The 53-year-old privately-held company, originally called Pete's Super Submarines, had $16.8 billion in global sales in 2017, thanks to some 44,000 restaurants worldwide, including 25,000 in the U.S. Subway, which has put about 1,300 stateside locations on the chopping block in two years, declined to share growth percentages or customer traffic numbers.
Haynes, 47, became CEO this summer after Suzanne Greco, sister of Subway co-founder Fred DeLuca, retired. The Australian has worked for the company for 12 years on three continents and inherited a brand still smarting by the sex and child-pornography scandal of former company spokesman Jared Fogle.
The demise of the $5 Footlong is just one of the differences customers will notice at Subway. Here are four other changes Haynes shared with USA Today.
Remember that some franchisees may choose to retain the $5 Footlong, but Subway is encouraging different markets to try their own value options. For examples, customers in San Francisco can now buy a $3.99 six-inch sub.
"Affordable food is what we've always stood for," said Haynes. "It's not just about one price point."
Restaurant consultant John Gordon of the Pacific Management Consulting Group questions how low Subway can drop its prices, due to its main meats -- ham, roast beef and chicken.

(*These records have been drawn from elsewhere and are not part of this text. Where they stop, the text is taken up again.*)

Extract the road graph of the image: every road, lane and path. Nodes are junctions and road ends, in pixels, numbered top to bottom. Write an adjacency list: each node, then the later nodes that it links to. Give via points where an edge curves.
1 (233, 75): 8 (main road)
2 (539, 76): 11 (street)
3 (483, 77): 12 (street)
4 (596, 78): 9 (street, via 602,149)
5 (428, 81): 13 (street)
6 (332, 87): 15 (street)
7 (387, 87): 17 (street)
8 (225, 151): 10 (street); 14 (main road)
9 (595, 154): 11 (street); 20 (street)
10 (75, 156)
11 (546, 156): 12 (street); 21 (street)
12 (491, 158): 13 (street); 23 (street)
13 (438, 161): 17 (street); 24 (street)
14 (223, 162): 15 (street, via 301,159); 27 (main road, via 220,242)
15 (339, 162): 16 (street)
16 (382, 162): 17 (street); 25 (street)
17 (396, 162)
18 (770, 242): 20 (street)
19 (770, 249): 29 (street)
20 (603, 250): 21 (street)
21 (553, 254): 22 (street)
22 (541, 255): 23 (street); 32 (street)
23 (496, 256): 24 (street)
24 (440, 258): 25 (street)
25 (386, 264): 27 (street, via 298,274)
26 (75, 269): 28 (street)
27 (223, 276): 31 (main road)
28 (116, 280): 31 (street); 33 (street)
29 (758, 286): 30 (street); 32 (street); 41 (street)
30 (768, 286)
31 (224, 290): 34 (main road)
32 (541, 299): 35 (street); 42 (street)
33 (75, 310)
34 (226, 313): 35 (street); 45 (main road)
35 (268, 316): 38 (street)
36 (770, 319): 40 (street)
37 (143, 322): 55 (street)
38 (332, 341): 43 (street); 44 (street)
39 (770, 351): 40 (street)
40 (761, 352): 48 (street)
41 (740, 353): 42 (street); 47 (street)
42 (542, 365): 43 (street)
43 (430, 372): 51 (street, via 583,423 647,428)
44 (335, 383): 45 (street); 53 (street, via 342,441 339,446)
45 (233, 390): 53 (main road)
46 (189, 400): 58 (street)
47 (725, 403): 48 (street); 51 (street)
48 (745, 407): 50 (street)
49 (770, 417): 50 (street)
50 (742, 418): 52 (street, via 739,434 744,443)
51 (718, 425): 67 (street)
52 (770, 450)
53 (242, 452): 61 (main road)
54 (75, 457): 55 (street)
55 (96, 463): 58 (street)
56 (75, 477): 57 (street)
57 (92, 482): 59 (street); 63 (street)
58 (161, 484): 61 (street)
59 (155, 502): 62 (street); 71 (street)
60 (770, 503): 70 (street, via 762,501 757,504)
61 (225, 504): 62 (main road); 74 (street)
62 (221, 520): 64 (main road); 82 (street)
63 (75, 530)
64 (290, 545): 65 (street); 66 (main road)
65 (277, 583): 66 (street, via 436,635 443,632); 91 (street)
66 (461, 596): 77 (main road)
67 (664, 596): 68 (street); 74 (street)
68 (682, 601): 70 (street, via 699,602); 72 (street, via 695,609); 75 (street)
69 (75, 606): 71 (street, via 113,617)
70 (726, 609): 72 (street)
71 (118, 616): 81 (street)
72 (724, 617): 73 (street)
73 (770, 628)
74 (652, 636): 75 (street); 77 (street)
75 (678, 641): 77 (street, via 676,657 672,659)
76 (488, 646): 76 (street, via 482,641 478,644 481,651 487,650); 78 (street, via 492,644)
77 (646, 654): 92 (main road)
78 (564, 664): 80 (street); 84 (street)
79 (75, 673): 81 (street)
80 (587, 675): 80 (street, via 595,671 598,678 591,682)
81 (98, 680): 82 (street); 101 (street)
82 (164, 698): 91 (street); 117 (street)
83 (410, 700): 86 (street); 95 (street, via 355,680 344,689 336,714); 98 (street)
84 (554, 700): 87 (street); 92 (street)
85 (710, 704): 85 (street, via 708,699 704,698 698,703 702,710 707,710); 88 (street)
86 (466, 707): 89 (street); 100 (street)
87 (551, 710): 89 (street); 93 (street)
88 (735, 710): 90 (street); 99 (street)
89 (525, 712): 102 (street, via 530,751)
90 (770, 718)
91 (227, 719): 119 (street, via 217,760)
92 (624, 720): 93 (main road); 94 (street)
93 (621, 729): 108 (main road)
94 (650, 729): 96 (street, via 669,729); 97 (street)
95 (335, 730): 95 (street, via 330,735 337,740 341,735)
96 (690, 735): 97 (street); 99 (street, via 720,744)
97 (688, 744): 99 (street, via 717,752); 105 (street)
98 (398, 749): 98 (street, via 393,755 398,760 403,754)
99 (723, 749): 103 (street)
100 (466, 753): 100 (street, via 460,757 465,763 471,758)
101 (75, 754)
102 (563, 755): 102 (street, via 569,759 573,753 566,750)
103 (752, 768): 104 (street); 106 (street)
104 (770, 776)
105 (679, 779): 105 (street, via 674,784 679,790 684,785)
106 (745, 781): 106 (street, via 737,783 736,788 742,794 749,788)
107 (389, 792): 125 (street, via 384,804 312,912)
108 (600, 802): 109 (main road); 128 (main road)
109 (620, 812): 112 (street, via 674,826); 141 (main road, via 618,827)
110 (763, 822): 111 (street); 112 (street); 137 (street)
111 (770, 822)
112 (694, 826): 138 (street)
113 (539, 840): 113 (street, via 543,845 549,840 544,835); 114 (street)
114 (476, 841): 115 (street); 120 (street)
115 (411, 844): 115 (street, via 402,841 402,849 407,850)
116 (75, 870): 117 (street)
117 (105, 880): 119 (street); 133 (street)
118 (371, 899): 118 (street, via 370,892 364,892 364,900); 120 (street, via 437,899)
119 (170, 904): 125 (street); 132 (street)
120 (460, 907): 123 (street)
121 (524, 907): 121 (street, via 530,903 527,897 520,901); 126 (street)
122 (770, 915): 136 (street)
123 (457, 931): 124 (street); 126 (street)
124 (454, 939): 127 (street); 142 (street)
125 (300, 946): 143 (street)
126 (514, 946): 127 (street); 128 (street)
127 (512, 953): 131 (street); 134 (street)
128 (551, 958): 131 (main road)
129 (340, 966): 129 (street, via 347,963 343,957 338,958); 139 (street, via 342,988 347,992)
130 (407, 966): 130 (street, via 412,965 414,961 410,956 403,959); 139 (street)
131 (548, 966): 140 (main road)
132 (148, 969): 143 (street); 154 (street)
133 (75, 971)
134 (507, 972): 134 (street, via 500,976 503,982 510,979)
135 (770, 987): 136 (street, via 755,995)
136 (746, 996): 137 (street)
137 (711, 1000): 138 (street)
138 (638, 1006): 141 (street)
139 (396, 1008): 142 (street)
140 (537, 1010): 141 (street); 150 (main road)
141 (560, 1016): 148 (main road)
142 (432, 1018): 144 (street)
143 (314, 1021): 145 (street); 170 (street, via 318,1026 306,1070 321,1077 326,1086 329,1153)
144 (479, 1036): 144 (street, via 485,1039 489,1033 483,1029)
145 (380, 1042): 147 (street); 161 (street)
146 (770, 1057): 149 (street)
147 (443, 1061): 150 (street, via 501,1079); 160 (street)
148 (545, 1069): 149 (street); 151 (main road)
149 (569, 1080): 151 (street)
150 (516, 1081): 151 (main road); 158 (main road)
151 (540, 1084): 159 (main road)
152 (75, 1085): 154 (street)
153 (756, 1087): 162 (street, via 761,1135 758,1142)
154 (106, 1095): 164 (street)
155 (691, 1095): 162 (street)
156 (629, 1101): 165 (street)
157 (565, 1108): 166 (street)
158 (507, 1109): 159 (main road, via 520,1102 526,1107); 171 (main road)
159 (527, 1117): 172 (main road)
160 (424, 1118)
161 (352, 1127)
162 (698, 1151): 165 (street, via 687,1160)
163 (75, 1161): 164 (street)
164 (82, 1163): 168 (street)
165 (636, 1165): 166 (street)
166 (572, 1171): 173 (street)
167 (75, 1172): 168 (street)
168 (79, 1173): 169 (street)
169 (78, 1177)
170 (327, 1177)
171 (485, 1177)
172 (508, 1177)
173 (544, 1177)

"Those are generally more costly on a per-pound basis than the ground beef that the burger guys use, so Subway has hard time discounting," he said. "There's a tremendous amount of franchisee disruption and negativity regarding this discounting... They take it in the shorts. Their average check goes down."
So, what about wacky stunt foods, so beloved by other fast-food brands, like Starbucks and Taco Bell.
"Maybe off-the-menu-type products or Unicorn-type drinks at some time, but it needs to profitable and successful for our franchisees," Haynes said.
The chain is testing some more exotic tastes. Haynes said they're working on what's been dubbed Firebird chicken, a spicier rotisserie-type poultry, and guajillo steak.
Plus, 200 San Diego locations are testing a quartet of new sandwiches, which the chain refers to as "regional flavors" -- a Steakhouse Melt (shaved steak, American cheese, onions, green peppers, spinach and Sub Spice), a California Club (oven-roasted turkey, fresh avocado and Mustard Seed Spread), a Provencal Tuna Melt (tuna, cheese, tomatoes, spinach and Provencal herbs) and an Italian Grinder (pepperoni, Genoa salami, Black Forest ham, onions, Signature Herb Garlic Oil and cracked black pepper).
New beverages include Watermelon Agua Fresca and Passion Fruit Agua Fresca.
And while the large, long rolls are a key part of Subway sandwiches, the company is now experimenting paninis in California.
They're not the brand's first foray into alternative breads. In March, Subway launched a line of wraps, which Haynes called "extremely successful for our brand." Subway had tried this carb form in in 2004, followed by a tortilla option in select markets three years later.
Gordon doesn't expect much from Subway's move to new tastes, though, explaining, "Bold flavors and spices have been a big deal in restaurants for at least five years. They totally missed that. They were asleep at the switch."
He said the $5 Footlong was a hit in 2007-2008 due to the recession and the healthy image the veggie-heavy subs had at a time when Americans began to care more about what they ate. Then, crickets.
"That was 10 years ago. Nothing has happened at Subway essentially in 10 years," he said.
Gordon gives Subway a thumbs-up for its new wraps, but advises moving away from bread and starting to serve meats shaved and stacked deli-style, if the chain wants to avoid fellow sub chain Quiznos's downward spiral.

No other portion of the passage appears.